De nouvelles élections pourraient en effet permettre à Sud Amazon Brétigny de retrouver une place dans les instances de représentation et donc des mandats qui leur offriraient plus de moyens syndicaux (délégué syndical, représentant syndical, etc.). Cela leur permettrait de renforcer leur travail syndical sur le site et de changer le rapport de force, alors que la direction d'Amazon réprime de plus en plus les voix qui se lèvent. Joseph, secrétaire du syndicat, explique les enjeux derrière ces élections : « Ça nous permettra aussi de pouvoir vraiment bien se positionner par rapport à notre lutte contre notre employeur Amazon, qui ne cesse de nous oppresser, de nous opprimer. On se bat par rapport à ça parce que nous voulons récupérer certaines armes qui pourront nous permettre de bien mener notre lutte. »

En effet, après avoir licencié des grévistes lors du mouvement du 10 septembre, pour des raisons chaque fois fallacieuses, la direction commence à s'en prendre au noyau de l'équipe syndicale et aux salarié·es protégé·es. Certaines personnes de l'équipe ont commencé à recevoir des avertissements, voire des mises à pied de plusieurs jours, pour des motifs comme des retards de 3 minutes, des manœuvres sur le parking de l'entreprise ou des absences faussement déclarées comme injustifiées. Joseph par exemple « a reçu deux avertissements dans la même semaine pour des histoires qui n'ont même pas eu lieu. Il avait posé des congés payés et ils lui ont donné un avertissement pour absence non justifiée, ce qui n'est pas vrai. »

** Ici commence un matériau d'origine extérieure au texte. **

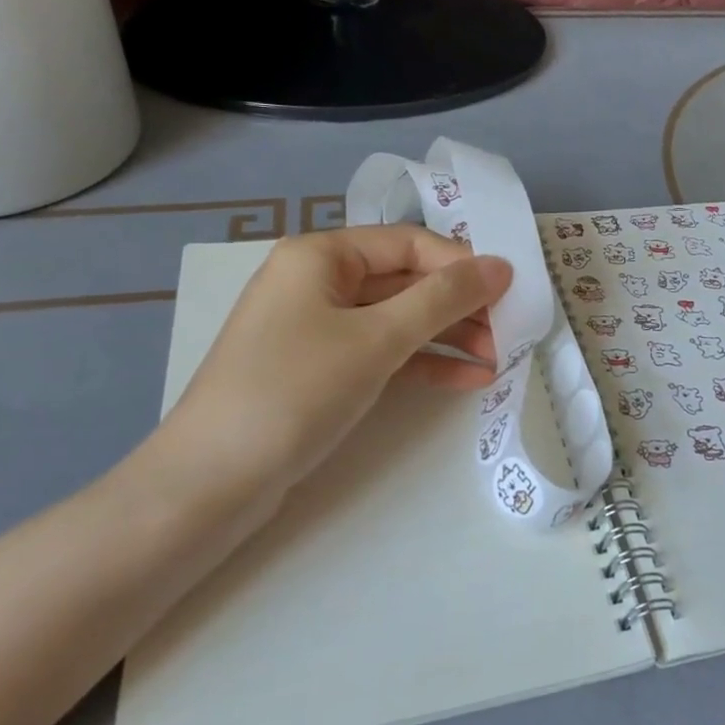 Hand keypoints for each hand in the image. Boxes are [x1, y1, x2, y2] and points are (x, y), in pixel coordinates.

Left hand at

Les salarié·es savent très bien ce que cherche Amazon. « Nous voyons que sur le terrain la répression continue et je pense que ça c'est vraiment un objectif pour Amazon, de nous oppresser et de montrer l'exemple à d'autres salariés, de se dire regardez ceux qui sont mandatés vous voyez ce qu'il leur arrive. Maintenant si vous osez voilà ce qui va vous arriver. Donc c'est pour cela que nous on est resté combatifs, on ne lâche pas l'affaire puisque nous sommes là pour défendre les salariés, défendre les travailleurs, en fait nous sommes la voix des sans voix. Si on se décourage, si on baisse les bras, ça sera catastrophique pour les travailleurs sur le site d'Amazon Brétigny » explique Joseph.

Cette situation de répression syndicale n'est d'ailleurs pas isolée ni restreinte au site de Brétigny. L'entreprise est la pointe avancée de la répression patronale. À Metz, elle a par exemple été récemment condamnée pour avoir licencié une gréviste et Médiapart a recensé de nombreuses discriminations syndicales sur les différents sites de l'entreprise. Amazon utilise notamment des avenants au contrat de travail pour les horaires décalés (nuits ou week-end) comme moyen de pression sur ses salarié·es.

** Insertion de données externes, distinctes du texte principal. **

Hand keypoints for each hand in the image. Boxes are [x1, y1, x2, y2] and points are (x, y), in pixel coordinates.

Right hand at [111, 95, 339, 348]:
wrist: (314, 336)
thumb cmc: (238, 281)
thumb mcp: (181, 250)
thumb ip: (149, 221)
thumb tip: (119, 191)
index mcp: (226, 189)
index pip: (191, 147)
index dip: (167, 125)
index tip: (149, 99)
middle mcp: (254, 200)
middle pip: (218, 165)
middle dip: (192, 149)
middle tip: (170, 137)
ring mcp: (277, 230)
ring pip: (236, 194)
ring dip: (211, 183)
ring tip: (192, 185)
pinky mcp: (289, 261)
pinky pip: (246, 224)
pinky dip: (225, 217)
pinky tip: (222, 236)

Le 12 février dernier, plusieurs syndicats et sections syndicales d'Amazon faisant partie de l'Union Syndicale Solidaires, dont Sud Amazon Brétigny, s'étaient rassemblées devant le siège d'Amazon pour dénoncer la répression syndicale. Ces pratiques d'entrave syndicale sont même internationales, comme le montrent le départ du géant américain du Québec pour éviter la syndicalisation de ses employé·es ou de la répression qu'elle a mobilisée contre les travailleurs étasuniens qui voulaient créer des syndicats.

Le procès du 18 juin va donc être crucial pour permettre à Sud Amazon Brétigny de regagner des mandats syndicaux et de renforcer la lutte face à la répression et pour les conditions de travail de plus en plus dégradées qui règnent sur le site.